I owe my name to Vinu Mama. The story goes that my parents were not able to close on my name — my mother wanted it to be Prasad and my father had his heart set on Rajesh. Vinu Mama goes armed with these two options to get my name registered and enters “Maruti” there. He felt it most appropriate to name me after my grandfather — a much accepted practice. So that was that.
He came visiting after quite a few years now; during Diwali time. Does not move around much, had a bad fall a few months back and now has to wear a brace to support his back. I guess heroes do grow old.
Memory sharp as ever, he regaled us with his experiences of music concerts, theatre, politics in Goa from times long gone by. It was as if he was holding on to his memories by actually saying them out loud; an act of defiance against the marauding Father Time.
Let me now rewind, to a time when i was about 8 years old. That’s my earliest memory of him. He had come over to my place and gifted me “Treasure Island”. My mother would make sure that I write to him a letter every month. Generally to update him on progress in school. The letters would always end with “your loving nephew”. He would write back as well; it would exciting to receive his letters.
My father would insist on us spending all our summer vacations in Goa — so we were packed off to Vinu Mama’s place at Shiroda, for two months almost every year of school and right upto junior college.
Life in Shiroda was very peaceful; it was a sleepy little place then and my Mama seemed to be omnipresent. there was nothing he would not be involved in. His friends and he had a fishing gig — what is called a “Moos” in Kokani, he had farms that he tilled, he had started a bus service and these are just the things I remember. From when memory serves me, he would get up at some very early hour in the morning to go check on the fishing nets. I never saw him pay for anything wherever we went. It was always like nephews and nieces have come over, so drop this off or that — and it would appear.
He would make sure that we were not treated as some “Bombay se aya huva folks”, so only home made stuff with the exception of “poi” and “kakanas” — local bread. He taught us how to swim — the old fashioned way of throwing someone into a well and not allowing one to come out. He showed us how to fashion rafts made of banana stems and floats made of coconut shells — this definitely helped in the learning process. We learnt how to climb trees, knock down any kind of fruit and most importantly love the outdoors.
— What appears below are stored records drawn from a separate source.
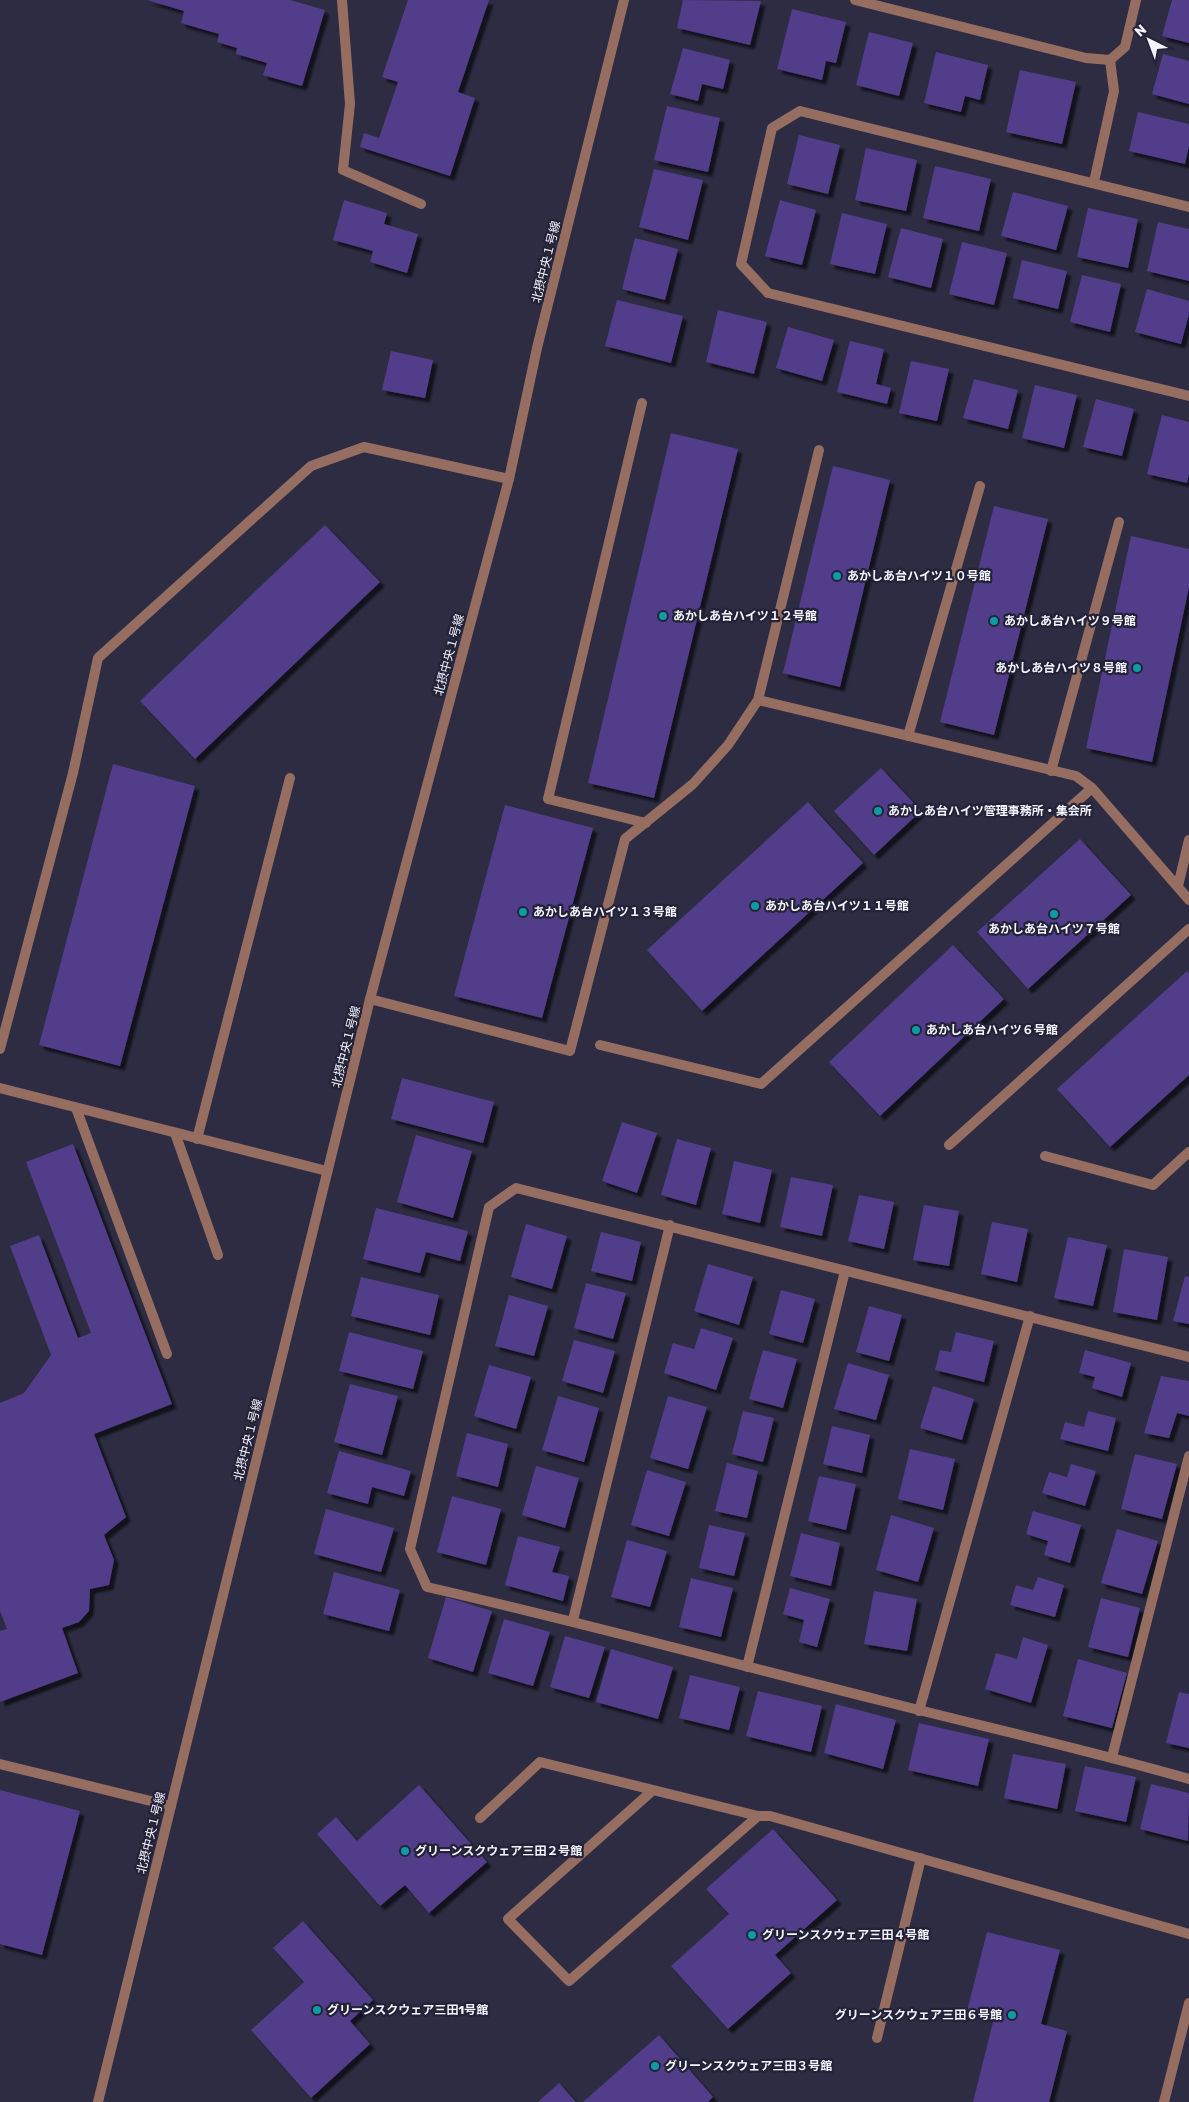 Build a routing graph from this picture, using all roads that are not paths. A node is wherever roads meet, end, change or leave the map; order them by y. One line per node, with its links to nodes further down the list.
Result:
1 (342, 0): 7 (street)
2 (624, 0): 12 (street, 北摂中央１号線)
3 (855, 0): 5 (street)
4 (1136, 0): 5 (street)
5 (1110, 60): 6 (street)
6 (1094, 182): 8 (street); 9 (street)
7 (421, 204)
8 (1189, 206)
9 (1189, 396)
10 (642, 404): 20 (street)
11 (819, 450): 15 (street)
12 (509, 479): 25 (street, 北摂中央１号線); 27 (street)
13 (980, 486): 16 (street)
14 (1119, 522): 17 (street)
15 (758, 700): 16 (street); 20 (street)
16 (908, 736): 17 (street)
17 (1052, 771): 19 (street)
18 (290, 778): 31 (street)
19 (1092, 788): 22 (street); 26 (street)
20 (646, 823): 25 (street)
21 (1189, 840): 22 (street)
22 (1178, 886): 23 (street)
23 (1189, 900)
24 (1189, 929): 32 (street)
25 (370, 999): 35 (street, 北摂中央１号線)
26 (600, 1045)
27 (0, 1050)
28 (0, 1088): 29 (street)
29 (76, 1108): 30 (street); 40 (street)
30 (175, 1133): 31 (street); 37 (street)
31 (197, 1139): 35 (street)
32 (949, 1145)
33 (1189, 1152): 34 (street)
34 (1045, 1156)
35 (328, 1171): 50 (street, 北摂中央１号線)
36 (670, 1225): 38 (street); 43 (street); 43 (street)
37 (218, 1255)
38 (845, 1271): 39 (street); 44 (street)
39 (1030, 1316): 41 (street); 45 (street)
40 (167, 1354)
41 (1189, 1357)
42 (1189, 1456): 46 (street)
43 (573, 1620): 44 (street)
44 (747, 1667): 45 (street)
45 (919, 1711): 46 (street)
46 (1112, 1757): 48 (street)
47 (0, 1764): 50 (street)
48 (1189, 1779)
49 (652, 1791): 51 (street); 51 (street); 52 (street)
50 (171, 1806): 57 (street, 北摂中央１号線)
51 (758, 1816): 53 (street)
52 (480, 1818)
53 (921, 1858): 54 (street); 56 (street)
54 (1189, 1934)
55 (1189, 2003): 58 (street)
56 (877, 2038)
57 (98, 2102)
58 (1164, 2102)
Fishing is something he introduced us to, taking us right through the whole learning experience. Start with the local pond -there a 3 step process, pluck a specific flower, then use the flower to lure a small frog, then use the frog as bait to catch a fish. Once he was satisfied only then were we allowed to fish in the river. It was fun i tell you, the long hours, sometimes returning empty handed sometimes having to borrow bags to gather all the fish back in.
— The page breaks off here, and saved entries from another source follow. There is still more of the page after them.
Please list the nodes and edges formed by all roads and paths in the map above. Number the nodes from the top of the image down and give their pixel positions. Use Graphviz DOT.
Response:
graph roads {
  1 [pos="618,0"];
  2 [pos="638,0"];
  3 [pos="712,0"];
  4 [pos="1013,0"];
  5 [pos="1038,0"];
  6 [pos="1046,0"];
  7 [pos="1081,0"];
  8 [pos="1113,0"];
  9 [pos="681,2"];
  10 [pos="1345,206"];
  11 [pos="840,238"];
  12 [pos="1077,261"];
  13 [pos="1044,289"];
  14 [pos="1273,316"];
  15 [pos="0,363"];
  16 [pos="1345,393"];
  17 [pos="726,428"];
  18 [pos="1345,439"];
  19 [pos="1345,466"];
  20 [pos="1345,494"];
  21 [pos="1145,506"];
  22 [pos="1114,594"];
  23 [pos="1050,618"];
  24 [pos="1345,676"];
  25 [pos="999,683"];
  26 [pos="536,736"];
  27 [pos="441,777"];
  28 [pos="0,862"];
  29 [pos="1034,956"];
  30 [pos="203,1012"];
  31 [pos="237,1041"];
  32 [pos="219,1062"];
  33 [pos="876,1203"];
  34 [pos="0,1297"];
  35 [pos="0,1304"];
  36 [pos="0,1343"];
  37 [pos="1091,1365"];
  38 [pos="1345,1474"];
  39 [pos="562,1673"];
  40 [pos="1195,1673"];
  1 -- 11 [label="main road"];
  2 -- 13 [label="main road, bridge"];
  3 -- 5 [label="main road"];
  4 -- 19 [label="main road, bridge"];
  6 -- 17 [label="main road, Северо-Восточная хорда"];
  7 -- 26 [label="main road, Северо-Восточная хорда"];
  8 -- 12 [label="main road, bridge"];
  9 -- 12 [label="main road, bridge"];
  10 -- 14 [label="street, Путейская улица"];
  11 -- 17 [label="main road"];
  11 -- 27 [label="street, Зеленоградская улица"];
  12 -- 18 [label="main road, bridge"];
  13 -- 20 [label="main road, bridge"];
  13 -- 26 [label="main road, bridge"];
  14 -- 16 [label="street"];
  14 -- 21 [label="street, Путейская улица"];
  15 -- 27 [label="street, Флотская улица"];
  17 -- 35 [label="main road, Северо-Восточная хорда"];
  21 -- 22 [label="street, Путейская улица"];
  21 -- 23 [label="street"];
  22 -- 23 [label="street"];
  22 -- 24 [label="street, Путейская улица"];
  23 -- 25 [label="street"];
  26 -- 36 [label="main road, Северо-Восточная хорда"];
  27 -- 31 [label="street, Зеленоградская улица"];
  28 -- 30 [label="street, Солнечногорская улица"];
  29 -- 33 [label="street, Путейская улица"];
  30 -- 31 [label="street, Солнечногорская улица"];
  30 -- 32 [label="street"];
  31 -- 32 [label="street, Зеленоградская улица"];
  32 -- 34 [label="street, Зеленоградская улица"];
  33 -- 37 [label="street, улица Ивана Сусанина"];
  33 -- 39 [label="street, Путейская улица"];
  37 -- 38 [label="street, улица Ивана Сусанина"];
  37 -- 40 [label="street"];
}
The common pattern in all this was a great love for doing things by hand, to be self sufficient and to always find a way to make things work out. He also made us work in the fields, preparing them for tilling, stocking firewood for the monsoon. And of course like all good Goans, absolutely loved football; still does. His lessons of taking penalty kick and “chakav” the goalie would be relevant in any modern day coaching manual. Up until a few years ago, he was a regular for any match at Fatorda stadium. I remember he had taken almost every one in the village in his TATA truck, to watch “Escape To victory”.
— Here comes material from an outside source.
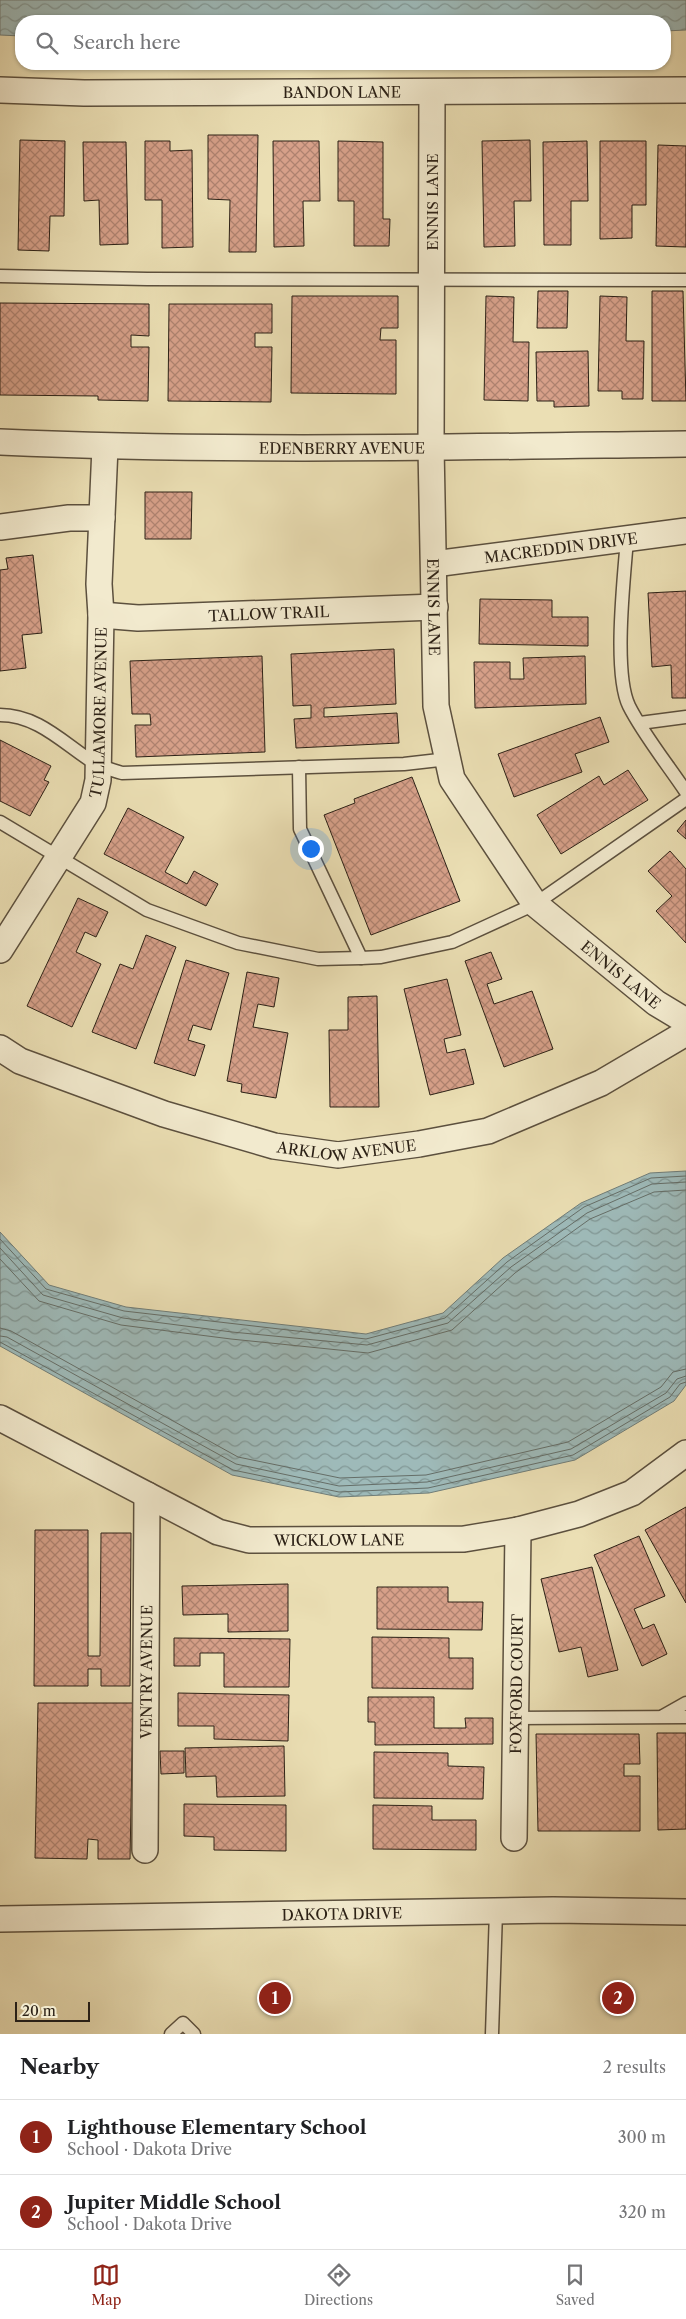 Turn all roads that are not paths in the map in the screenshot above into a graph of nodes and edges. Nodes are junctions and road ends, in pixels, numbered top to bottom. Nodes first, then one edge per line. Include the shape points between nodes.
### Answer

Possesses a super green thumb, over the last few years has grown all manner of vegetables — grew brinjals in Africa as well when visiting his son who was posted there on work. Still very curious, learnt about Africa, its culture and history beyond the usual tourist brochures.
Last but not the least, possibly the most generous person you could ever meet. Stories of him giving away a new shirt just because someone liked it are legend in our family. In fact my mami would tell us in hushed tones, “Palaay navin shirt ghala, saancho parat yetna asspa na” — (see, he has worn a new shirt, most likely will return without it). He would turn up with any number of people for lunch and the kitchen would always be perennially open at his place. That by design made him a not so successful business man. What he lost in terms of commerce, he has gained by reputation.
Buffeted by advancing age, weathering the accompanying quirks of an open heart surgery intensified by the loss of a son, Vinu Mama soldiers on. And carries us along in his ever optimistic wake.